▶ [What the task asks]:
All lines of the data shown below should be output exactly as they stand.

Source records
====================

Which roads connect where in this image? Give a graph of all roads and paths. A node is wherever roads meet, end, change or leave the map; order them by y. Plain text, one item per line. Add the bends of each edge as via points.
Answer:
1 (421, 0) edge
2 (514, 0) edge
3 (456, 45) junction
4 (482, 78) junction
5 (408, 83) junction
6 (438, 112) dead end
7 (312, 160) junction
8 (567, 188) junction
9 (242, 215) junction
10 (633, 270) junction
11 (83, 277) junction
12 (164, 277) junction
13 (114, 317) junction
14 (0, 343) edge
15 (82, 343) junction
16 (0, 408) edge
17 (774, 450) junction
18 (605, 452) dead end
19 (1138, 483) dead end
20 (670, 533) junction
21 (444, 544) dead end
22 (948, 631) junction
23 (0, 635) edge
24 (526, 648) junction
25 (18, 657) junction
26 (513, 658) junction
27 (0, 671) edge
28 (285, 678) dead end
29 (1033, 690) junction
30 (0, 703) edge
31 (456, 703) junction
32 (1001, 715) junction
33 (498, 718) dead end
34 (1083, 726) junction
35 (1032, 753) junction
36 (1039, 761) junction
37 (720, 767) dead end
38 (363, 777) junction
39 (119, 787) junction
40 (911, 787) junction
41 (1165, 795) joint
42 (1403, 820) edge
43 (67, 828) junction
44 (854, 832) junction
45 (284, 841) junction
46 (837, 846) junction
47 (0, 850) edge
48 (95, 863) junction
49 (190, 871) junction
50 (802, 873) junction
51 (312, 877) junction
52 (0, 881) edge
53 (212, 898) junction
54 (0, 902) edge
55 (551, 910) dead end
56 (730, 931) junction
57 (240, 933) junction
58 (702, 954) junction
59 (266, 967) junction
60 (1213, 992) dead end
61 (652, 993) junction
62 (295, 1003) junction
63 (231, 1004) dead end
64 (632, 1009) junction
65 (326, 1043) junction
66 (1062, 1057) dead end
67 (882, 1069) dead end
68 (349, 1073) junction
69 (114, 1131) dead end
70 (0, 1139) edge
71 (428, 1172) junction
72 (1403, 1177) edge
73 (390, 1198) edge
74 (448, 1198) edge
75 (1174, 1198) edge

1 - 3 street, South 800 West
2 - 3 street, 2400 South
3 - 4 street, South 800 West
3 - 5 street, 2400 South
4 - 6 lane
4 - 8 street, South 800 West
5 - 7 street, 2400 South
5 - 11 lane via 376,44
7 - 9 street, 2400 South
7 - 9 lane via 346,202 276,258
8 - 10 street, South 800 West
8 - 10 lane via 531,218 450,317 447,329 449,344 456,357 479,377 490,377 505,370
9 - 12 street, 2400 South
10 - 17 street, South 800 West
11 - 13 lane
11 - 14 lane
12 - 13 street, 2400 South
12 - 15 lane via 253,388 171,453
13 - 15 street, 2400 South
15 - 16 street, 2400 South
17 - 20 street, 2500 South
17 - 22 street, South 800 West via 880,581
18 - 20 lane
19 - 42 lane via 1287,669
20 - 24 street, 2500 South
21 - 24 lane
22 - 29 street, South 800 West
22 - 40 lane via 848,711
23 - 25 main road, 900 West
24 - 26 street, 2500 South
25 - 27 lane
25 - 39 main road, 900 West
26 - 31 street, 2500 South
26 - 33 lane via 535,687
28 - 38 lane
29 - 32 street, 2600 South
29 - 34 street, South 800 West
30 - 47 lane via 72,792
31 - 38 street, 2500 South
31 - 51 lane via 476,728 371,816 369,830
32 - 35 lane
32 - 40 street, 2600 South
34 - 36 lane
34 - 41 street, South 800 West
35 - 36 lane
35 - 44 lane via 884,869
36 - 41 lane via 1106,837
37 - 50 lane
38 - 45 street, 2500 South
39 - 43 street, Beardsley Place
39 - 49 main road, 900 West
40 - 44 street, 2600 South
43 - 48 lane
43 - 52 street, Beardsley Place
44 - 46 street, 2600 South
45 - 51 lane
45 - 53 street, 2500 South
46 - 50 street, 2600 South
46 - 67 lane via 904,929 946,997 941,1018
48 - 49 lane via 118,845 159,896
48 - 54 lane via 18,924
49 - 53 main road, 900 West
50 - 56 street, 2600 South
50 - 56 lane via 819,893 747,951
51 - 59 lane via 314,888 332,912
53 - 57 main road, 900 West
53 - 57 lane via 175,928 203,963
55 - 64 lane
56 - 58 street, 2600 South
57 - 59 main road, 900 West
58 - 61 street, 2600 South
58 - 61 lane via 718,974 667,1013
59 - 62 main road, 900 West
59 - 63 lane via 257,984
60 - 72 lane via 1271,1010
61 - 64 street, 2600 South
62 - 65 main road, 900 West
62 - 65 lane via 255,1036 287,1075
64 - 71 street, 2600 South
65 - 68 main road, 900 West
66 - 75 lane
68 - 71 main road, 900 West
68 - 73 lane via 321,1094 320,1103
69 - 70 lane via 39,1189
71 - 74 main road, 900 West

====================

▶ [Response to this exercise]:
Which roads connect where in this image? Give a graph of all roads and paths. A node is wherever roads meet, end, change or leave the map; order them by y. Plain text, one item per line. Add the bends of each edge as via points.
Answer:
1 (421, 0) edge
2 (514, 0) edge
3 (456, 45) junction
4 (482, 78) junction
5 (408, 83) junction
6 (438, 112) dead end
7 (312, 160) junction
8 (567, 188) junction
9 (242, 215) junction
10 (633, 270) junction
11 (83, 277) junction
12 (164, 277) junction
13 (114, 317) junction
14 (0, 343) edge
15 (82, 343) junction
16 (0, 408) edge
17 (774, 450) junction
18 (605, 452) dead end
19 (1138, 483) dead end
20 (670, 533) junction
21 (444, 544) dead end
22 (948, 631) junction
23 (0, 635) edge
24 (526, 648) junction
25 (18, 657) junction
26 (513, 658) junction
27 (0, 671) edge
28 (285, 678) dead end
29 (1033, 690) junction
30 (0, 703) edge
31 (456, 703) junction
32 (1001, 715) junction
33 (498, 718) dead end
34 (1083, 726) junction
35 (1032, 753) junction
36 (1039, 761) junction
37 (720, 767) dead end
38 (363, 777) junction
39 (119, 787) junction
40 (911, 787) junction
41 (1165, 795) joint
42 (1403, 820) edge
43 (67, 828) junction
44 (854, 832) junction
45 (284, 841) junction
46 (837, 846) junction
47 (0, 850) edge
48 (95, 863) junction
49 (190, 871) junction
50 (802, 873) junction
51 (312, 877) junction
52 (0, 881) edge
53 (212, 898) junction
54 (0, 902) edge
55 (551, 910) dead end
56 (730, 931) junction
57 (240, 933) junction
58 (702, 954) junction
59 (266, 967) junction
60 (1213, 992) dead end
61 (652, 993) junction
62 (295, 1003) junction
63 (231, 1004) dead end
64 (632, 1009) junction
65 (326, 1043) junction
66 (1062, 1057) dead end
67 (882, 1069) dead end
68 (349, 1073) junction
69 (114, 1131) dead end
70 (0, 1139) edge
71 (428, 1172) junction
72 (1403, 1177) edge
73 (390, 1198) edge
74 (448, 1198) edge
75 (1174, 1198) edge

1 - 3 street, South 800 West
2 - 3 street, 2400 South
3 - 4 street, South 800 West
3 - 5 street, 2400 South
4 - 6 lane
4 - 8 street, South 800 West
5 - 7 street, 2400 South
5 - 11 lane via 376,44
7 - 9 street, 2400 South
7 - 9 lane via 346,202 276,258
8 - 10 street, South 800 West
8 - 10 lane via 531,218 450,317 447,329 449,344 456,357 479,377 490,377 505,370
9 - 12 street, 2400 South
10 - 17 street, South 800 West
11 - 13 lane
11 - 14 lane
12 - 13 street, 2400 South
12 - 15 lane via 253,388 171,453
13 - 15 street, 2400 South
15 - 16 street, 2400 South
17 - 20 street, 2500 South
17 - 22 street, South 800 West via 880,581
18 - 20 lane
19 - 42 lane via 1287,669
20 - 24 street, 2500 South
21 - 24 lane
22 - 29 street, South 800 West
22 - 40 lane via 848,711
23 - 25 main road, 900 West
24 - 26 street, 2500 South
25 - 27 lane
25 - 39 main road, 900 West
26 - 31 street, 2500 South
26 - 33 lane via 535,687
28 - 38 lane
29 - 32 street, 2600 South
29 - 34 street, South 800 West
30 - 47 lane via 72,792
31 - 38 street, 2500 South
31 - 51 lane via 476,728 371,816 369,830
32 - 35 lane
32 - 40 street, 2600 South
34 - 36 lane
34 - 41 street, South 800 West
35 - 36 lane
35 - 44 lane via 884,869
36 - 41 lane via 1106,837
37 - 50 lane
38 - 45 street, 2500 South
39 - 43 street, Beardsley Place
39 - 49 main road, 900 West
40 - 44 street, 2600 South
43 - 48 lane
43 - 52 street, Beardsley Place
44 - 46 street, 2600 South
45 - 51 lane
45 - 53 street, 2500 South
46 - 50 street, 2600 South
46 - 67 lane via 904,929 946,997 941,1018
48 - 49 lane via 118,845 159,896
48 - 54 lane via 18,924
49 - 53 main road, 900 West
50 - 56 street, 2600 South
50 - 56 lane via 819,893 747,951
51 - 59 lane via 314,888 332,912
53 - 57 main road, 900 West
53 - 57 lane via 175,928 203,963
55 - 64 lane
56 - 58 street, 2600 South
57 - 59 main road, 900 West
58 - 61 street, 2600 South
58 - 61 lane via 718,974 667,1013
59 - 62 main road, 900 West
59 - 63 lane via 257,984
60 - 72 lane via 1271,1010
61 - 64 street, 2600 South
62 - 65 main road, 900 West
62 - 65 lane via 255,1036 287,1075
64 - 71 street, 2600 South
65 - 68 main road, 900 West
66 - 75 lane
68 - 71 main road, 900 West
68 - 73 lane via 321,1094 320,1103
69 - 70 lane via 39,1189
71 - 74 main road, 900 West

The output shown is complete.